[Opening Available records section]
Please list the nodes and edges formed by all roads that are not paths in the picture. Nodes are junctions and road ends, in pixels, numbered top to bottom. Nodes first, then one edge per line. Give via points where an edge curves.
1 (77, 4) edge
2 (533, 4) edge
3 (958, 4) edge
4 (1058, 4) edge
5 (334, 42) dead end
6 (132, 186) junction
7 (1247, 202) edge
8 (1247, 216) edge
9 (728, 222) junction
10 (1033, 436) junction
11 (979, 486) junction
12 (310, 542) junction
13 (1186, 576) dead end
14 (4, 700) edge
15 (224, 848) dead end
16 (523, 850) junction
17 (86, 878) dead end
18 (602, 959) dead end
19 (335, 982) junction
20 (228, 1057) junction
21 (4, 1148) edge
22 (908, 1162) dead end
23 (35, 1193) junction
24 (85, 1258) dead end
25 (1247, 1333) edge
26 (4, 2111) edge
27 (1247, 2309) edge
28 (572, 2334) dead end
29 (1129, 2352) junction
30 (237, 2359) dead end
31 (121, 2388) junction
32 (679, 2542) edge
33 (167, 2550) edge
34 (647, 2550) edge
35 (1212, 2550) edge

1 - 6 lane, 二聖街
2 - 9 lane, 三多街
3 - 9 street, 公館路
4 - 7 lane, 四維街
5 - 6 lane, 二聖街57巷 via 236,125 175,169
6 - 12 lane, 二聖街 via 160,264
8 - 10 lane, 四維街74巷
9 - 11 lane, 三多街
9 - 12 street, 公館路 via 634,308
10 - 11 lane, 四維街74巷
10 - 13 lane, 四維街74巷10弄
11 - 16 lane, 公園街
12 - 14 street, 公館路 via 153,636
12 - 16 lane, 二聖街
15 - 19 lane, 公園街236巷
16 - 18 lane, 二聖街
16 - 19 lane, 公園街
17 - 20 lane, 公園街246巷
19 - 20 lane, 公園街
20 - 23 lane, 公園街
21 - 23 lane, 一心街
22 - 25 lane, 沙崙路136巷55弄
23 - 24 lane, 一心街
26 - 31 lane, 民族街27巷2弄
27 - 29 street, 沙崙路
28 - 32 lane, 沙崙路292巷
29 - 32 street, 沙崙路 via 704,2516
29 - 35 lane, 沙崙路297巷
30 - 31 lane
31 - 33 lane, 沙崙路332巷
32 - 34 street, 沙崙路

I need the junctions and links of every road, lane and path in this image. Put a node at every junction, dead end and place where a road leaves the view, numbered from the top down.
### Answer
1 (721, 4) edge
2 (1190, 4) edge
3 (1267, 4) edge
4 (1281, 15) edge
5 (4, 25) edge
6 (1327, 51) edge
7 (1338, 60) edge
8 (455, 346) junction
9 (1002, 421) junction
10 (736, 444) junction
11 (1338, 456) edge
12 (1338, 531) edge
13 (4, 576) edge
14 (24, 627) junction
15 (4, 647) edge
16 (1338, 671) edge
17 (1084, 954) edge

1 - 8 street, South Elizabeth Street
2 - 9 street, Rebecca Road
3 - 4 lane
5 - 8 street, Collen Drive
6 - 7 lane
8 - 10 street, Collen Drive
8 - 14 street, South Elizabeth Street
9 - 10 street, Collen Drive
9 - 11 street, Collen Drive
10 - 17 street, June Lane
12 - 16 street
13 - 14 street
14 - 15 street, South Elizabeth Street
[Closing Available records section]
■ Activity:
Nothing in the records may be dropped; reproduce them exactly.

■ Solution:
Please list the nodes and edges formed by all roads that are not paths in the picture. Nodes are junctions and road ends, in pixels, numbered top to bottom. Nodes first, then one edge per line. Give via points where an edge curves.
1 (77, 4) edge
2 (533, 4) edge
3 (958, 4) edge
4 (1058, 4) edge
5 (334, 42) dead end
6 (132, 186) junction
7 (1247, 202) edge
8 (1247, 216) edge
9 (728, 222) junction
10 (1033, 436) junction
11 (979, 486) junction
12 (310, 542) junction
13 (1186, 576) dead end
14 (4, 700) edge
15 (224, 848) dead end
16 (523, 850) junction
17 (86, 878) dead end
18 (602, 959) dead end
19 (335, 982) junction
20 (228, 1057) junction
21 (4, 1148) edge
22 (908, 1162) dead end
23 (35, 1193) junction
24 (85, 1258) dead end
25 (1247, 1333) edge
26 (4, 2111) edge
27 (1247, 2309) edge
28 (572, 2334) dead end
29 (1129, 2352) junction
30 (237, 2359) dead end
31 (121, 2388) junction
32 (679, 2542) edge
33 (167, 2550) edge
34 (647, 2550) edge
35 (1212, 2550) edge

1 - 6 lane, 二聖街
2 - 9 lane, 三多街
3 - 9 street, 公館路
4 - 7 lane, 四維街
5 - 6 lane, 二聖街57巷 via 236,125 175,169
6 - 12 lane, 二聖街 via 160,264
8 - 10 lane, 四維街74巷
9 - 11 lane, 三多街
9 - 12 street, 公館路 via 634,308
10 - 11 lane, 四維街74巷
10 - 13 lane, 四維街74巷10弄
11 - 16 lane, 公園街
12 - 14 street, 公館路 via 153,636
12 - 16 lane, 二聖街
15 - 19 lane, 公園街236巷
16 - 18 lane, 二聖街
16 - 19 lane, 公園街
17 - 20 lane, 公園街246巷
19 - 20 lane, 公園街
20 - 23 lane, 公園街
21 - 23 lane, 一心街
22 - 25 lane, 沙崙路136巷55弄
23 - 24 lane, 一心街
26 - 31 lane, 民族街27巷2弄
27 - 29 street, 沙崙路
28 - 32 lane, 沙崙路292巷
29 - 32 street, 沙崙路 via 704,2516
29 - 35 lane, 沙崙路297巷
30 - 31 lane
31 - 33 lane, 沙崙路332巷
32 - 34 street, 沙崙路

I need the junctions and links of every road, lane and path in this image. Put a node at every junction, dead end and place where a road leaves the view, numbered from the top down.
### Answer
1 (721, 4) edge
2 (1190, 4) edge
3 (1267, 4) edge
4 (1281, 15) edge
5 (4, 25) edge
6 (1327, 51) edge
7 (1338, 60) edge
8 (455, 346) junction
9 (1002, 421) junction
10 (736, 444) junction
11 (1338, 456) edge
12 (1338, 531) edge
13 (4, 576) edge
14 (24, 627) junction
15 (4, 647) edge
16 (1338, 671) edge
17 (1084, 954) edge

1 - 8 street, South Elizabeth Street
2 - 9 street, Rebecca Road
3 - 4 lane
5 - 8 street, Collen Drive
6 - 7 lane
8 - 10 street, Collen Drive
8 - 14 street, South Elizabeth Street
9 - 10 street, Collen Drive
9 - 11 street, Collen Drive
10 - 17 street, June Lane
12 - 16 street
13 - 14 street
14 - 15 street, South Elizabeth Street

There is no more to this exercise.